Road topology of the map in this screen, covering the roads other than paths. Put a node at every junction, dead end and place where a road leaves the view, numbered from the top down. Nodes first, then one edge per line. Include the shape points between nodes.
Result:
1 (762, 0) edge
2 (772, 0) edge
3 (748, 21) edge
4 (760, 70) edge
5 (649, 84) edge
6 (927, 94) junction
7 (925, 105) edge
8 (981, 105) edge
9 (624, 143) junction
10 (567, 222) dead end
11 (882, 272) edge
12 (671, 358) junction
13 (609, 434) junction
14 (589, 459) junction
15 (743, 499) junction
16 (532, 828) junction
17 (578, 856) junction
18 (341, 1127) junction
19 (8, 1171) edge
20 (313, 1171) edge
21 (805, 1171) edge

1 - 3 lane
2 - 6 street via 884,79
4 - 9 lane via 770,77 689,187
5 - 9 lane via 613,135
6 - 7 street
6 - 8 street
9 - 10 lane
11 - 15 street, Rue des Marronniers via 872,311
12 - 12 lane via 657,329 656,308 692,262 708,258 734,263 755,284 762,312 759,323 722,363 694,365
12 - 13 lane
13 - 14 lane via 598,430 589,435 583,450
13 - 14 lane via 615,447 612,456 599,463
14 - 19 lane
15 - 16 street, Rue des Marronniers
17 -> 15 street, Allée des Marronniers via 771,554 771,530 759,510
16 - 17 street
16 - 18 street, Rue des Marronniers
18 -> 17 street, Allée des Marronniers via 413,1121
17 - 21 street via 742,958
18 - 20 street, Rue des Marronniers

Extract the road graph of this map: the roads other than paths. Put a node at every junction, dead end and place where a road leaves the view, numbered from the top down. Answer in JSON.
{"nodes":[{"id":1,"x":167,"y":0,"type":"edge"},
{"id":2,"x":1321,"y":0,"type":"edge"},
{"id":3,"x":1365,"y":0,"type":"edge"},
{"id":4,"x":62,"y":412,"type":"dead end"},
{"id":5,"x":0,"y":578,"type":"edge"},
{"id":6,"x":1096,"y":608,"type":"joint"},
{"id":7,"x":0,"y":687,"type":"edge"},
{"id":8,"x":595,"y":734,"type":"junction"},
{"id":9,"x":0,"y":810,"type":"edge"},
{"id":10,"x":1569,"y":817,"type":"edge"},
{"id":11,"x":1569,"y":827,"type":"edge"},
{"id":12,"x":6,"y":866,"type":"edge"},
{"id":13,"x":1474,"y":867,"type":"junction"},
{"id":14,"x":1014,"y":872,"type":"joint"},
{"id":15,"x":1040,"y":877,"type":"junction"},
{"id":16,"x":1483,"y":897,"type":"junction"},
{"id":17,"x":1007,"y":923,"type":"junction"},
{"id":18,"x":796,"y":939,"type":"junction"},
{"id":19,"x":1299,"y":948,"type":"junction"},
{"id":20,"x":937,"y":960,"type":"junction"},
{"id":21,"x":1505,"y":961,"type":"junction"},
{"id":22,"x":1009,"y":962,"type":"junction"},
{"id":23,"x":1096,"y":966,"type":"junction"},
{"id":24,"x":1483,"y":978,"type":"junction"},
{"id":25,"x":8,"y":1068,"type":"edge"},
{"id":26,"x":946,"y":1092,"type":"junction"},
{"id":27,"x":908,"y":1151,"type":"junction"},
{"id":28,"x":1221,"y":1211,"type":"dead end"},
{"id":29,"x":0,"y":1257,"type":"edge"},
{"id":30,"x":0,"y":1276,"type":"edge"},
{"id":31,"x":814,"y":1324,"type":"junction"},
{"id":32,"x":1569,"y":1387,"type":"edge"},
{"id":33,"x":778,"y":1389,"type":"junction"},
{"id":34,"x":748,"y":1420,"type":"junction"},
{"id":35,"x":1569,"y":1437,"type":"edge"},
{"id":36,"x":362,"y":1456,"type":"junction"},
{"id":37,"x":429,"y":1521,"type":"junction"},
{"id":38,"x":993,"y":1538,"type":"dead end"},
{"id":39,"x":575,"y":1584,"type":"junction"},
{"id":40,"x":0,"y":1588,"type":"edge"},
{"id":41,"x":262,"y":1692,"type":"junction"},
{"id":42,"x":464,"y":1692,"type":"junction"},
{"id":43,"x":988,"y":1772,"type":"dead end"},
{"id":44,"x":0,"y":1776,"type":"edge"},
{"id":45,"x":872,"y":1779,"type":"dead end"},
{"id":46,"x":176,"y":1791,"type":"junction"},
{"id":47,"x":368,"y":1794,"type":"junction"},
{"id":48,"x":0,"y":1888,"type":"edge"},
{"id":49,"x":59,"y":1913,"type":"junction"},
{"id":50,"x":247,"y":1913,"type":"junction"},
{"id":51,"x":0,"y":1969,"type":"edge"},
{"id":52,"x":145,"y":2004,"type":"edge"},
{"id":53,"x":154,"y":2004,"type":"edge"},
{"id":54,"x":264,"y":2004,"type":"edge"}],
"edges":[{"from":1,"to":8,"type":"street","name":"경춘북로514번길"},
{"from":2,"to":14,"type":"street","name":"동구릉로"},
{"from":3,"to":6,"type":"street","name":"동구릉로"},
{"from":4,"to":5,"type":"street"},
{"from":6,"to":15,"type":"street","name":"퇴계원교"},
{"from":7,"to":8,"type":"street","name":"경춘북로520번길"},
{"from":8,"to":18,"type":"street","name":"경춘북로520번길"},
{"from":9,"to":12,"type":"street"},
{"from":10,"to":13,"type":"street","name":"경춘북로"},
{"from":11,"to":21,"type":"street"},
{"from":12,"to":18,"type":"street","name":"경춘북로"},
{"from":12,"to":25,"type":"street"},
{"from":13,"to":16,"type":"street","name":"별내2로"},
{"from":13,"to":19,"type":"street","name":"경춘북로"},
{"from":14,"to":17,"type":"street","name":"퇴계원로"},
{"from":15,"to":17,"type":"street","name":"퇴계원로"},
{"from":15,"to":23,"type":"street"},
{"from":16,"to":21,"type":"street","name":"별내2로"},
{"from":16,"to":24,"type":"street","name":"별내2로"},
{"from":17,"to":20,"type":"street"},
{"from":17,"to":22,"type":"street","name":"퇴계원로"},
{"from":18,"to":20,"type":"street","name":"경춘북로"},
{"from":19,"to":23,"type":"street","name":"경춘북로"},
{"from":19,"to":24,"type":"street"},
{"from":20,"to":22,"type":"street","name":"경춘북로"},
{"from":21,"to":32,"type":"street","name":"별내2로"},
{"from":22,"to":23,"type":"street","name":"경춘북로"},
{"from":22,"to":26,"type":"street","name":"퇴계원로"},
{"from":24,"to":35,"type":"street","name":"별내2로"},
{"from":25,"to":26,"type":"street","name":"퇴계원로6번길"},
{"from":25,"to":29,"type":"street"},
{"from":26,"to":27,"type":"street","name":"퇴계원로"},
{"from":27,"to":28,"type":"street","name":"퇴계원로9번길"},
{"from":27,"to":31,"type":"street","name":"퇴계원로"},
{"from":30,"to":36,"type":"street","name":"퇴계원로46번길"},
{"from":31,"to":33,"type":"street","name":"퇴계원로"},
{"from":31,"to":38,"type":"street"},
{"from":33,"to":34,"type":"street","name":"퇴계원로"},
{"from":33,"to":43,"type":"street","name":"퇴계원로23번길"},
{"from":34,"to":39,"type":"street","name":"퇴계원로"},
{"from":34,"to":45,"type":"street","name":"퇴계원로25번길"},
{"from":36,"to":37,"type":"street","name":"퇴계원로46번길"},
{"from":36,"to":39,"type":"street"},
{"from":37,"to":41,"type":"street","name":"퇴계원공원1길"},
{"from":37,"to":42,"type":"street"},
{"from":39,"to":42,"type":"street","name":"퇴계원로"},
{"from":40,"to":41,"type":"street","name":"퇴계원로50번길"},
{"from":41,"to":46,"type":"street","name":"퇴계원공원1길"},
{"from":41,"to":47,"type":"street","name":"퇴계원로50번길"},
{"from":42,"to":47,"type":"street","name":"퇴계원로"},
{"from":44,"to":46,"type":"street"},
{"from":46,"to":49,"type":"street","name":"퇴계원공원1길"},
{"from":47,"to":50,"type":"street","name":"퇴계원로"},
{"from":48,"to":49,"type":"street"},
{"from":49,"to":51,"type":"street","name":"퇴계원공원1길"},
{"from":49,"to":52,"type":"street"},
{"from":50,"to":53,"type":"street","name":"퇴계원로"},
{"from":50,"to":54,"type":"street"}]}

* AIM OF THE EXERCISE: Determine the number of lines in the entries above where the string "paths" appears. Answer with the number alone.

* TASK RESPONSE: 2